No prefácio à edição italiana do livro “O Queijo e os Vermes”, Carlo Ginzburg faz críticas a Michel Foucault e seus colaboradores, em virtude da análise por eles realizada acerca do processo contra Pierre Rivière, camponês que havia assassinado sua mãe e seus irmãos na França do século XIX. Considerando que há aproximações entre as duas obras do ponto de vista da tipologia dos documentos analisados, pode-se afirmar que a maior diferenciação entre elas reside no ferramental teórico-metodológico mobilizado por esses historiadores. Assinale a letra que corresponde a essas diferenças paradigmáticas de interpretação e narração do passado.

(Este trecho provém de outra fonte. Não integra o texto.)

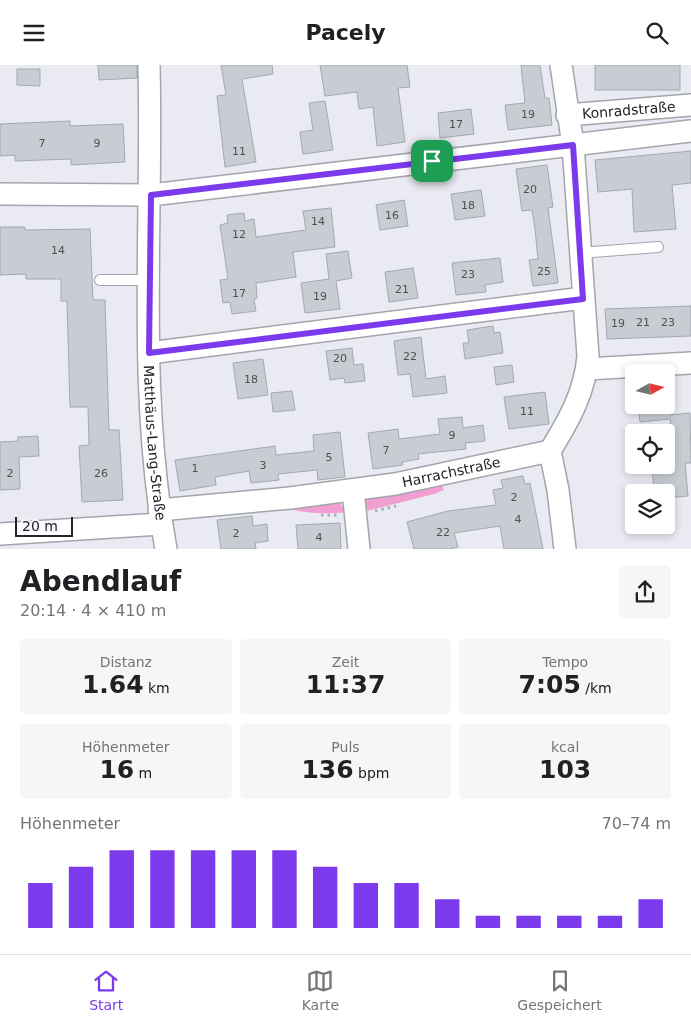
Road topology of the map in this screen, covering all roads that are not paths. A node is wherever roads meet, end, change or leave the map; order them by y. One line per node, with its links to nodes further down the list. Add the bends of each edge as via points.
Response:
1 (149, 65): 8 (street, Matthäus-Lang-Straße)
2 (561, 65): 4 (street, Konradstraße)
3 (691, 105): 4 (street, Konradstraße)
4 (567, 115): 6 (street, Konradstraße)
5 (691, 131): 6 (street, Konradstraße)
6 (573, 145): 8 (street); 10 (street, Konradstraße)
7 (0, 194): 8 (street)
8 (151, 195): 12 (street, Matthäus-Lang-Straße)
9 (658, 247): 10 (lane)
10 (580, 253): 13 (street, Konradstraße)
11 (100, 280): 12 (lane)
12 (149, 280): 14 (street, Matthäus-Lang-Straße)
13 (583, 299): 14 (street); 16 (street, Konradstraße)
14 (149, 353): 19 (street, Matthäus-Lang-Straße, via 150,435)
15 (691, 363): 16 (street)
16 (587, 369): 17 (street, Konradstraße, via 572,415)
17 (550, 451): 18 (street, Harrachstraße, via 395,485); 23 (street)
18 (353, 490): 19 (street, Harrachstraße); 22 (street)
19 (160, 517): 20 (street, Harrachstraße); 21 (street, Matthäus-Lang-Straße)
20 (0, 535)
21 (166, 549)
22 (359, 549)
23 (565, 549)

  • Para Foucault, os vestígios do acontecimento que chegaram ao presente do historiador possibilitam a aproximação do real e sua apreensão.
  • Ginzburg quer destacar o silêncio a que eram submetidos os acusados pela Inquisição, e como os discursos dirigidos sobre eles pelas autoridades eclesiásticas apagaram seus rastros.
  • Para Foucault, cabe ao historiador, sujeito da razão, a tarefa de desnudar a essência do acontecimento, libertando o evento das interpretações parciais e simplificadoras veiculadas pelos acusadores.
  • Ginzburg busca interpretar e explicar os fatos ocorridos, integrando-os a uma totalidade, enquanto Foucault expõe diferentes discursos sobre esses acontecimentos sem emitir opinião própria de maneira direta.
  • Segundo o paradigma moderno, não é possível a reconstituição do passado, levando-se em consideração a subjetividade do historiador e seu pertencimento a um dado presente. Do ponto de vista dos estudos pós-modernos, a fonte é um meio de acesso a um dado contexto histórico, que pode ser iluminado e compreendido através dos acontecimentos.